Beiträge

Hunde haben eine Seele.
Etwas was fühlen und empfinden und was beschädigt werden kann.
Genau wie wir Menschen.
Und genau wie bei uns kann man nicht von dem Einen auf den Anderen schließen, was genau diese Seele beschädigt.
Manche Ängste hindern einen an einem normalen Leben.
Die Angst vor Artgenossen ist schrecklich für ein Lebewesen, dass eigentlich in Gruppen lebt und dessen Welt voll von Artgenossen ist, die versuchen Kontakt aufzunehmen.
Angst ist alles andere als realistisch.
Sie ist da und beweist sich immer wieder selbst, dass sie eine Daseinsberechtigung hat.
Angst braucht nicht einmal einen erkennbaren Auslöser oder ein schreckliches Ereignis.
Sie kann auch ganz still und leise entstehen und wachsen.
Angst kann gemacht werden und macht sich selbst.
Deswegen ist sie nicht einfach zu durchschauen, zu erklären oder zu therapieren.
Aber jeder von uns weiß, wie sie sich anfühlt.
Nicht jede Angst ist unbedingt notwendig zu behandeln.
Hat der Hund nur Silvester, aber den Rest des Jahres keine Probleme, dann würde ich persönlich von einer Therapie absehen.
Einen Abend im Jahr kann man auch anders gestalten um ihn möglichst angstfrei zu halten.
Und selbst wenn der Hund die halbe Nacht unter dem Tisch sitzt und Angst hat, dann ist dies im Vergleich zu eventuell monatelangem Training mit dem angstauslösenden Reiz ein vertretbares Übel.
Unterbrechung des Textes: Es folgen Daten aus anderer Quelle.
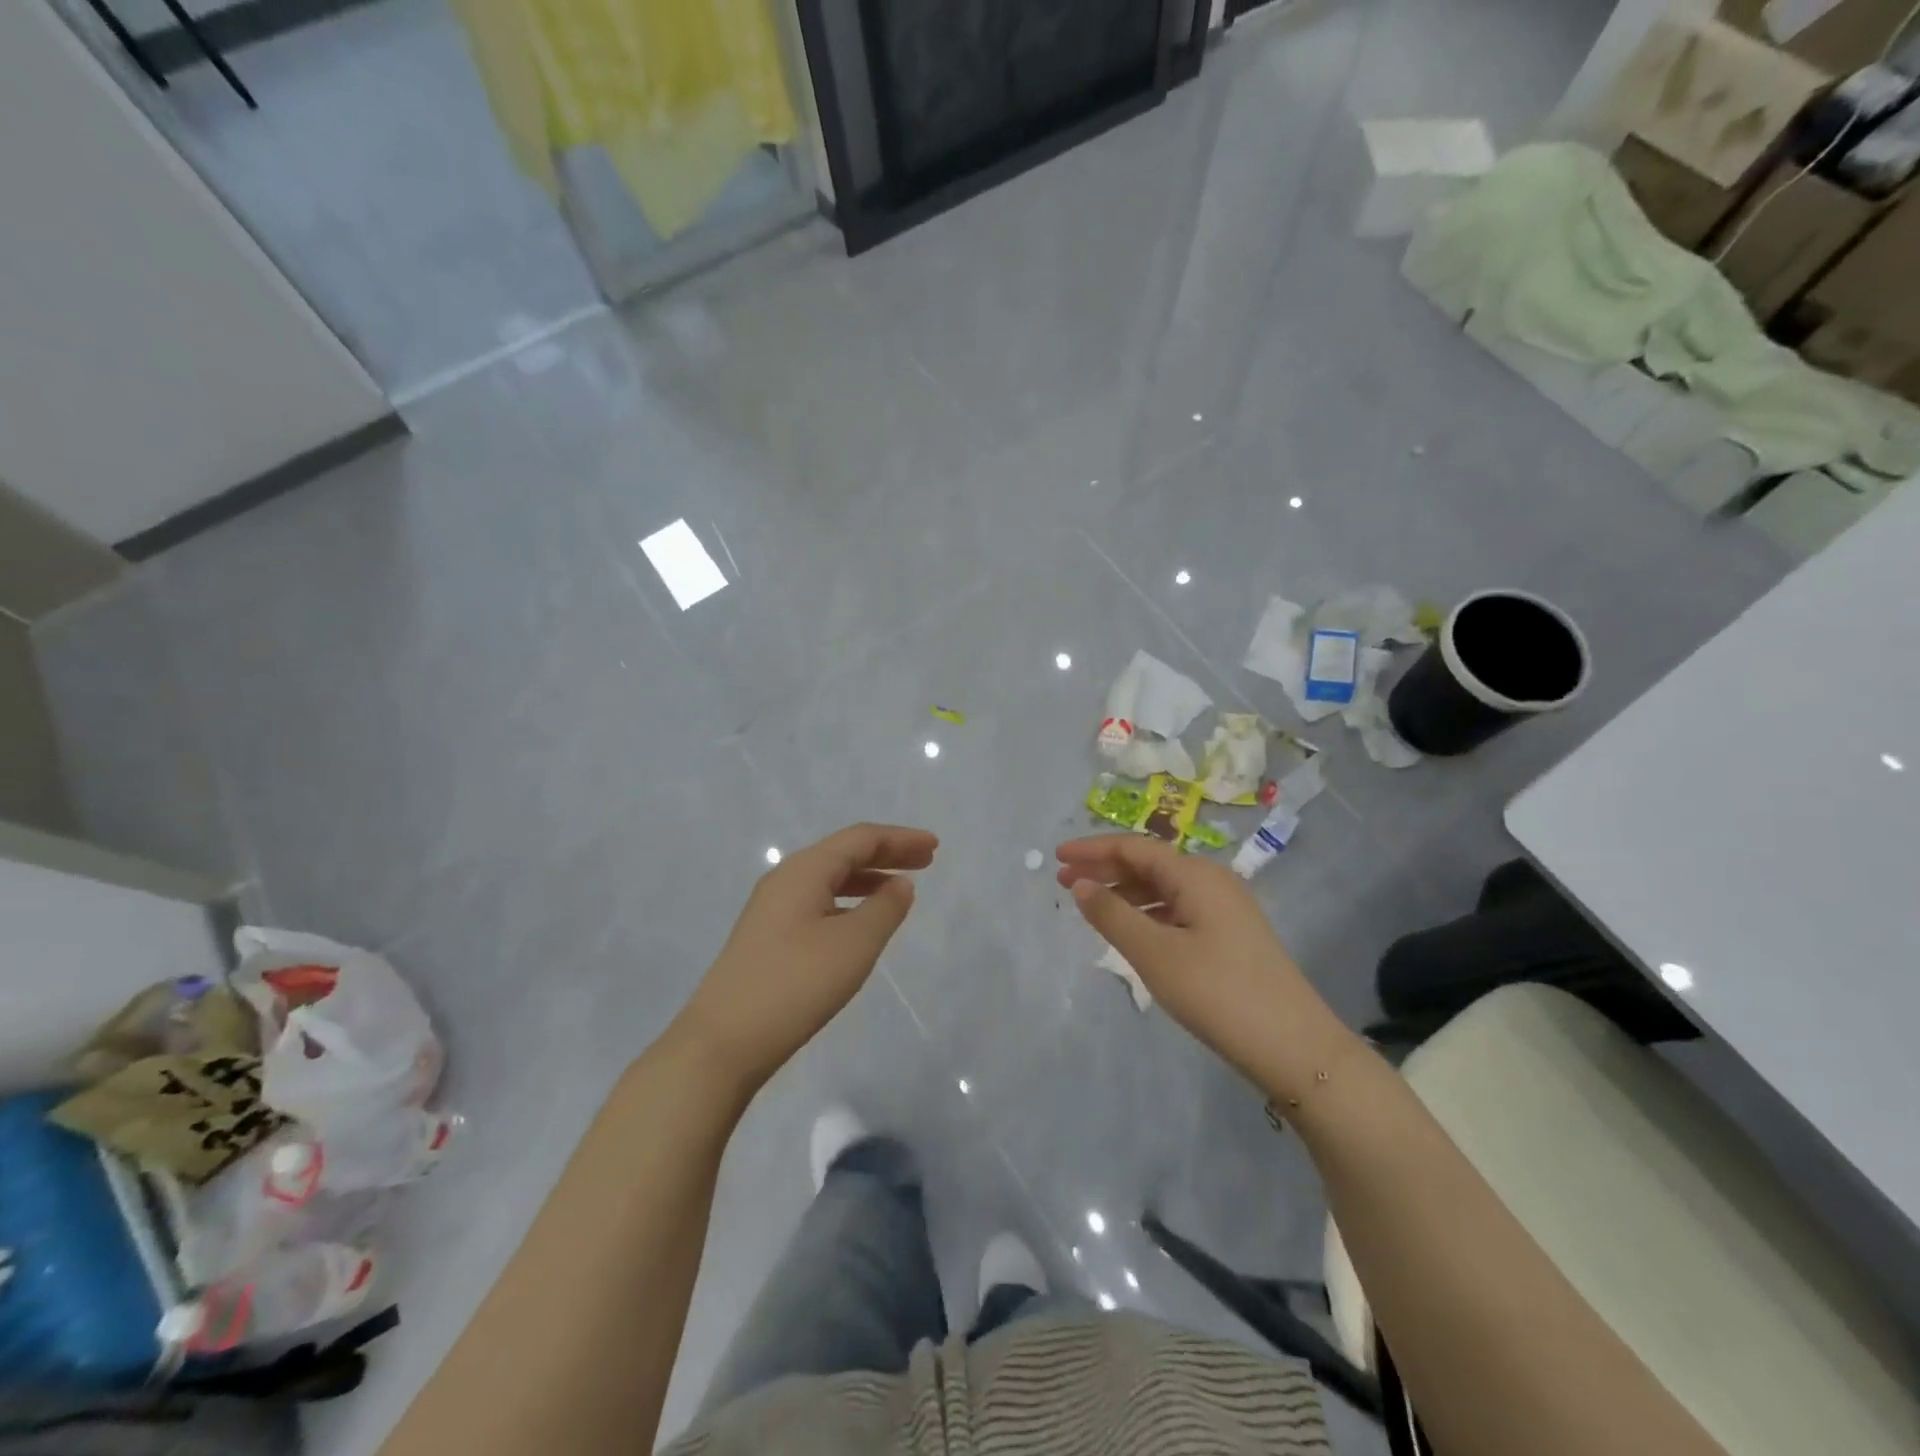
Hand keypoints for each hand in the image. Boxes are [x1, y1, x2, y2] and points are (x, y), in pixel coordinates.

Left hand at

Man kann auch die Jalousien herunter lassen, die Musik aufdrehen, dem Hund ein Nest unter dem Tisch bauen, in das er sich für den Abend verkriechen kann und die Fenster schließen bis der ganze Spuk vorbei ist.
Es gibt auch Ängste, die sind einfach berechtigt und schwer zu bearbeiten.
Zum Beispiel die Angst vor dem Tierarzt.
Egal wie sehr wir mit dem Welpen den Tierarzt besuchen und dort füttern lassen, macht er dort mehrmals eine schmerzhafte Erfahrung, dann wird er sich das merken.
Ist der Hund hart im Nehmen und schmerzunempfindlich, dann wird er trotzdem gerne zum Tierarzt gehen.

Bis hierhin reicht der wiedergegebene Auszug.